Mucho avanzaron así los regalistas hacia el triunfo cabal de sus opiniones. Para sustentarlas en Roma, donde la pragmática del Exequatur hizo el mal efecto que todo lo que limitaba sus pretensiones jurisdiccionales, ya tenían desde 1760 al insigne D. Manuel de Roda: para defenderlas enérgicamente en el Consejo de Castilla, tuvieron por fiscal desde junio de 1762 al doctísimo D. Pedro Rodríguez Campomanes. A devoción de la curia romana y contra las regalías de la corona se hallaban siempre los jesuitas y sus terciarios, entre quienes hacían principal figura los designados con el nombre de colegiales, como procedentes de los seis colegios mayores de España. Sobre lo que pensaba Carlos III mientras se agitaba esta contienda, de más están las conjeturas, siéndonos posible escribir muy exactamente sólo con trasladar sus propias palabras: «No sabe Roma lo que ha pasado; que ahora son otros tiempos, pues hay quien sabe lo que es del Papa y lo que es del Rey... Mal a propósito es la esperanza de Pallavicini, prometiendo de los ministros colegiales lo que se prometía de ellos, sin saber lo que ellos harían, y si yo les consultaría, y aun si, consultados, seguiría yo su parecer; y bien debería él saber que conozco su corte y sus regiros, habiendo tenido ahí tantos años de escuela para ello.»290

Entonces hubo también conatos de oposición al sesgo que tomaban las cosas por parte de los jesuitas. Dos de ellos, confesores del príncipe de Asturias y de los infantes, sus hermanos, les quitaron de sus aposentos las obras del venerable Palafox y Mendoza, que, recién impresas, les acababa de regalar su augusto padre. Indignado este por tal audacia despidió a los dos jesuitas, nombrando confesor de sus hijos al religioso que lo era suyo291.

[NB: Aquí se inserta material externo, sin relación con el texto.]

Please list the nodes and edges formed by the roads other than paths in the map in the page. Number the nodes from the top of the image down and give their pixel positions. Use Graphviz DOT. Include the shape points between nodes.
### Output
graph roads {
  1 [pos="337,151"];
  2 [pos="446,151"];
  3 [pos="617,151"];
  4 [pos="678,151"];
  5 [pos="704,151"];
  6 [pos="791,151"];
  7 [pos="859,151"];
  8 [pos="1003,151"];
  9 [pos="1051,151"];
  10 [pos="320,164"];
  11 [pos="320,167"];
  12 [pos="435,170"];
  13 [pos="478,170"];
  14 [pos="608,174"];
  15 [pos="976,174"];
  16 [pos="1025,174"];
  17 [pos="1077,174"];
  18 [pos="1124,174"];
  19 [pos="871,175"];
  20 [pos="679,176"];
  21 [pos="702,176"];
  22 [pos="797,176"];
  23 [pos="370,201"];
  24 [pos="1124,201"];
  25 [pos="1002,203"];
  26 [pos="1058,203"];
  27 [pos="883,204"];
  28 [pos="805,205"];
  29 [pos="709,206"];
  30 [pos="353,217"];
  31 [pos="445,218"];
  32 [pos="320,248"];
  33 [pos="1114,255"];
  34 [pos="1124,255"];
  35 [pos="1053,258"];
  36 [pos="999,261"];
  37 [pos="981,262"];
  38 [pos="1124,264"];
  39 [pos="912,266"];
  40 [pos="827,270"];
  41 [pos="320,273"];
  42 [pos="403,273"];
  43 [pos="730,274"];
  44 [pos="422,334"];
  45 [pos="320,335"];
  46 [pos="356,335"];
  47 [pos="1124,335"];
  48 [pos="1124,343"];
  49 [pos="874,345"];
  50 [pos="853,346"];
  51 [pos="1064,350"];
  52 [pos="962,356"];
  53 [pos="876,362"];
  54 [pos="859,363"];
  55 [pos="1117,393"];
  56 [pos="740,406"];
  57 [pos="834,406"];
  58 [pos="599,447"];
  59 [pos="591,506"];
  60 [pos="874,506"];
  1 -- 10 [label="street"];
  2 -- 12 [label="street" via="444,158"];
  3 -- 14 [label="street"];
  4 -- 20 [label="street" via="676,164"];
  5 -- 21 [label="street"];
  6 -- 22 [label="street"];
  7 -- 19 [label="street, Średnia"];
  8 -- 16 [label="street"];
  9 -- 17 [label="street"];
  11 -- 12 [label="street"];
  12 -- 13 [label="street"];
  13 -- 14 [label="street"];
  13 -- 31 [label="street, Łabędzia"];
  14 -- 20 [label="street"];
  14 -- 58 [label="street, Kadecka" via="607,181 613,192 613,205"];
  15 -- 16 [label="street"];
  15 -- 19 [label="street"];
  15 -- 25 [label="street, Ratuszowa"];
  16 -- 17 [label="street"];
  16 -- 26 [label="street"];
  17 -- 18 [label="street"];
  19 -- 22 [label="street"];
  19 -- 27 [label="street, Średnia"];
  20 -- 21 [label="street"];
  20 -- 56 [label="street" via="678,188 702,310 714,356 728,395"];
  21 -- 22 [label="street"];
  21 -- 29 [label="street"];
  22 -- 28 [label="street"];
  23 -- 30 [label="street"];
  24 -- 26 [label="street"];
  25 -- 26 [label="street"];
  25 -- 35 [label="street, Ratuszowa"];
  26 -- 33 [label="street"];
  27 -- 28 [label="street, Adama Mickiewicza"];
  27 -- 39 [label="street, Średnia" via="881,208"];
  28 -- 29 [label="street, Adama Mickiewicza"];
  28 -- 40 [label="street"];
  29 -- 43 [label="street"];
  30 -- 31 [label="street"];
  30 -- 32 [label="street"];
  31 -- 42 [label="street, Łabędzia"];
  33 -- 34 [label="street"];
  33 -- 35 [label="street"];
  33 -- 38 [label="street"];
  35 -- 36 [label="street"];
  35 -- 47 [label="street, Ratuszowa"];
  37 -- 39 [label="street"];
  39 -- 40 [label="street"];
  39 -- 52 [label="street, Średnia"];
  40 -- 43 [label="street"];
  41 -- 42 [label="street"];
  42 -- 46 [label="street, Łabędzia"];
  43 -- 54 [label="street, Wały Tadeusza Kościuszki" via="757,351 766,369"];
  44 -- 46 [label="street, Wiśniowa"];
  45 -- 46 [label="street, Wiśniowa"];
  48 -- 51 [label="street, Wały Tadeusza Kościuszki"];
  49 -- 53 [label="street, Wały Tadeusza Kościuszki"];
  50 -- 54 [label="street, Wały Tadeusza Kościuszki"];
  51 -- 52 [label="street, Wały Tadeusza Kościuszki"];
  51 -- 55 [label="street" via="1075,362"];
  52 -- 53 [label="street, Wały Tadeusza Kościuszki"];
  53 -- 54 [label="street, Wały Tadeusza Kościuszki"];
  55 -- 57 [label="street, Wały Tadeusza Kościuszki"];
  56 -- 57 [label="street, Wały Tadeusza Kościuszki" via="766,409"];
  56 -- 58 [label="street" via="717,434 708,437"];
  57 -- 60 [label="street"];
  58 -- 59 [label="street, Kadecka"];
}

Sábese ya que el gilito osmense Fray Joaquín Eleta, por ignorante, propendía a supersticioso; y es fuerza añadir que esta grande tacha facilitó recursos a aquellos a quienes la pragmática del Exequatur mortificaba como aguda espina, para darla el postrer ataque. Desde su promulgación se contaba año y medio, cuando cierto día se presentó a Carlos III el director de su conciencia, provisto con cartas de la capital pontificia, y, por efecto de lo que platicaron a solas, publicóse Real provisión declarando la pragmática del Exequatur en suspenso. Naturalmente produjo asombro que el Monarca español retrocediera de lo mandado después de un examen maduro, y más constando a muy pocos, aun de los que se hallaban al corriente de los sucesos, que obró así bajo la impresión de los escrúpulos despertados por el fanatismo del confesor en su conciencia delicada. Fray Joaquín Eleta fue instrumento dócil de sugestiones artificiosas, induciendo a su Real penitente a prescindir de la sana razón para dar crédito a una patraña, como la de atribuir al destierro del Inquisidor general el origen de la pérdida de la capital de la isla de Cuba, y suponer que daba testimonio de la cólera celeste, y de ocurrir este desastre por castigo de aquel atentado, la circunstancia de consumarse lo uno al año cabal de lo otro, en el propio mes e igual día292.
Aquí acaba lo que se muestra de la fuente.